Learning Re-Imagined

Skillsoft Blog

Throw Back Thursday: finding innovation

We receive so much valuable content from our customers, partners and
internal subject-matter experts. On Thursdays, we thought it would be fun to do
a “throw back” and bring back an older post that was valuable to our audience.
Today’s throw back discusses how to find innovation.
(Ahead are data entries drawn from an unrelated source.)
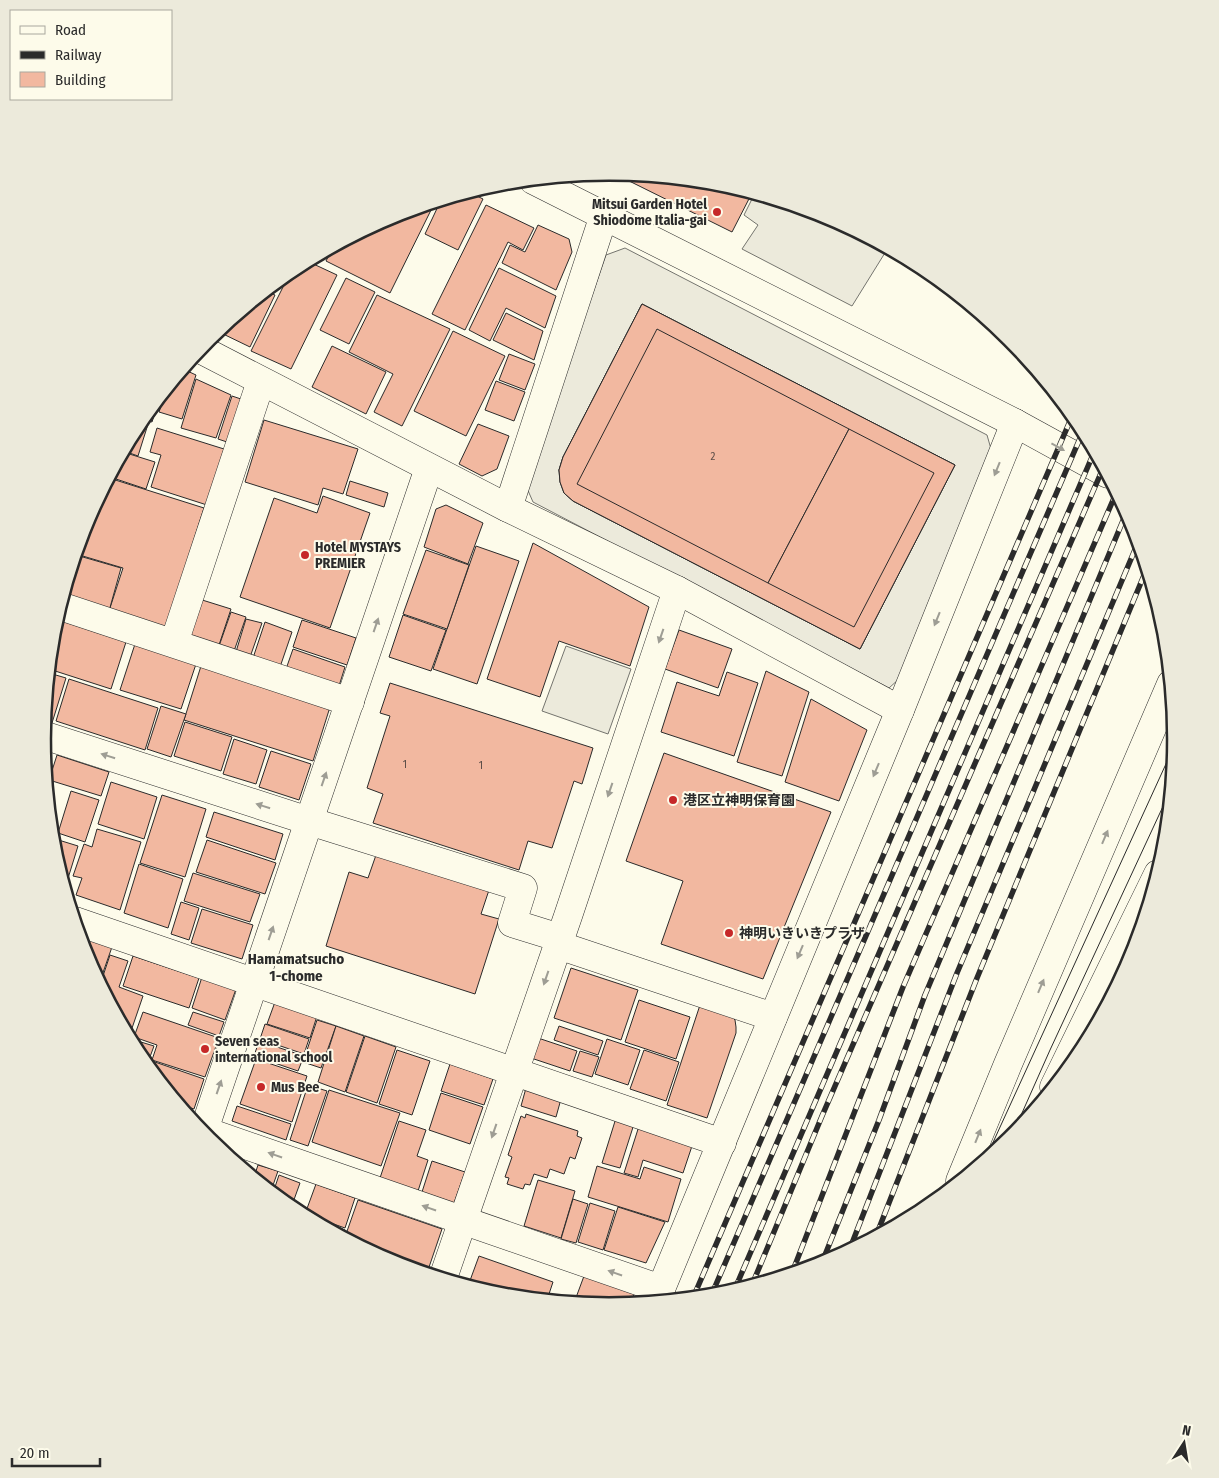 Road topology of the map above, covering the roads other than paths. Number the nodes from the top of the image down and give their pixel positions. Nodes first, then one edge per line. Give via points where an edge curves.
1 (544, 185) edge
2 (604, 215) junction
3 (207, 353) edge
4 (261, 381) junction
5 (1015, 423) junction
6 (430, 468) junction
7 (1097, 468) edge
8 (508, 508) junction
9 (677, 590) junction
10 (67, 608) edge
11 (174, 643) junction
12 (1166, 695) edge
13 (350, 702) junction
14 (900, 710) junction
15 (51, 738) edge
16 (309, 822) junction
17 (1141, 909) edge
18 (83, 923) edge
19 (559, 942) junction
20 (254, 982) junction
21 (773, 1017) junction
22 (1070, 1055) edge
23 (514, 1072) junction
24 (205, 1123) edge
25 (217, 1136) edge
26 (722, 1143) junction
27 (965, 1170) edge
28 (463, 1220) junction
29 (445, 1272) edge
30 (659, 1295) edge

1 - 2 street
2 - 5 street
2 - 8 street
3 - 4 street
4 - 6 street
4 - 11 street
5 -> 7 street
5 -> 14 street
6 - 8 street
13 -> 6 street
8 - 9 street
9 - 14 street
9 -> 19 street
10 - 11 street
11 - 13 street
27 -> 12 street
16 -> 13 street
14 -> 21 street
16 -> 15 street
16 - 19 street via 523,888 512,923
20 -> 16 street
17 - 22 street
18 - 20 street
19 - 21 street
19 -> 23 street
20 - 23 street
24 -> 20 street
21 - 26 street
23 - 26 street
23 -> 28 street
28 -> 25 street
26 - 30 street
28 - 29 street
30 -> 28 street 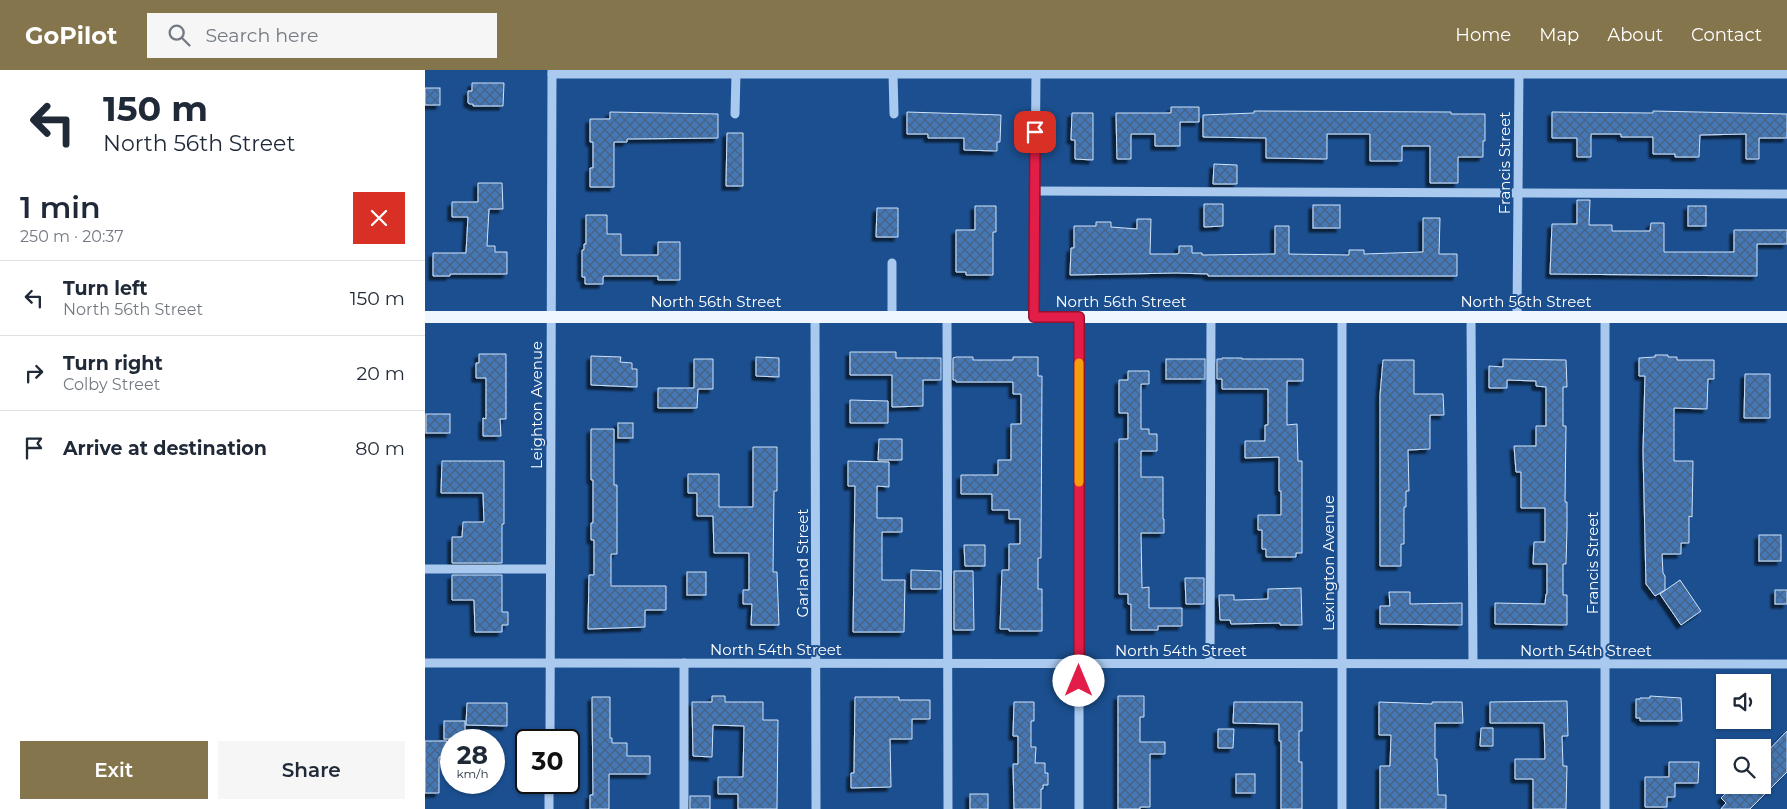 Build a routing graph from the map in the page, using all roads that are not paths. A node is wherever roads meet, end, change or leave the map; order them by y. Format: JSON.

To find innovation, start with your own skill, love and
purpose

By Shawn Hunter

In late 1953 the Swanson brothers had a glut of turkey.  They were turkey
wholesalers and had overestimated the market.  So now they had 235 metric tons
of turkey riding around the U.S. in refrigerated rail cars and the executive
team was wondering what to do.  Can’t you just imagine the CFO showing charts of
what it cost to have all those turkeys rolling around on refrigerated rail cars
per day?

Gerry Thomas, a sales executive at Swanson, had just seen what
Pan American Airlines was doing with compartmentalized in-flight food
offerings.  He and the executive team at Swanson coupled this notion with Clarence Birdseye’s
new flash freezing technique, and then added the catchy product label “TV
Dinner” that fit beautifully with the cultural explosion of television.  Their
great market opportunity was the eight million moms who were joining the
workforce after WWII, who were also enjoying an abundance of electrical home
appliances like ovens, refrigerators, freezers, and of course
televisions.

Swanson prepared to sell five thousand units the first
year.  They sold ten million at .98 cents each.  Big hit, and now you understand
how the intersection of technology, inspiration, marketing and resources made it
happen.  But does that formula work again today in 2010?  Here’s the difference
now:

Resources
are scarce, not abundant:
From water to textiles to lumber,
the availability and premium placed on the natural resources we use to create
the consumer products and comestibles are in high demand and, in the case of
fossil fuels and water particularly,
are increasingly precious.

Talent is global, not local:
Historically if you had a local workforce that was obedient,
diligent, and brought expertise and skill to bear executing on top-driven
strategies, you had competitive advantage.  The future is most certainly now in
terms of the ability to connect need with a globally-dispersed labor force –
highly talented, motivated, and comparatively cheap by U.S. standards.  And all
connected by the cost of the internet (free).  The skilled talent, regardless of
source, is indeed not free, but increasingly any function that can be made
routine, and reduced to if=then equations which bracket to a correct answer, can
also be automated.  Consider telemedicine, the in
absentia health care solution to everything from fast, cheap review of MRIs,
mammograms, and all manners of diagnostics.  You get an X-Ray in the afternoon
in Illinois and the scan is reviewed by a U.S board-certified physician in
India, and returned overnight – or even immediately – over the
web.

Innovation is democratized, not top-driven: No
longer can firms rely on the wisdom of a handful of insightful strategists at
the top of a pyramid, when meanwhile companies like Rabobank
or Best Buy are doing a better job of catering to customer need by creating
mechanisms to actively listen to, and incorporate the interests of customers,
and know-how of line personnel.

People are creative and expressive, not compliant: Pick your muse on this but currently I’ll

take Sir Ken Robinson right now,
who is on a crusade to persuade people that by pursuing their passions, they
will make greater contributions, build community value, and importantly find
fulfillment in their endeavors.  In his book, he profiles Matt Groening (created
the pitch for The Simpsons on the spot in a meeting), Mick Fleetwood (bailed on
high school at 16 to be a jazz drummer in London), Gillian Lynne (deemed an
underachiever until enrolled in a dance school), and many others, who eschewed
the proper ‘safe’ advice of elders, or were recognized by mentors for who they
were, to pursue their passions to great ends.

Technology is still
changing:
And too rapidly to adequately understand the implications.
Try this for analogy: “If you’re not shocked by quantum theory, you don’t
properly understand it.” (Neils Bohr on Einstein’s new theory of relativity. )
Or to wrestle with the power of collaborative technologies, try this
fun video.

The point is this: You don’t need to be up for the
challenge of constantly creating magnificent products and services that the
world suddenly realizes it has been missing for fulfillment (think
iPad right now
).  The iPhone didn’t exist 5 years ago and now you need one.
Think rather, what am I good at, love to do, and provides purpose and meaning in
my life and the lives of others.  Focus on that and you will give value and
meaning to the world and to yourself.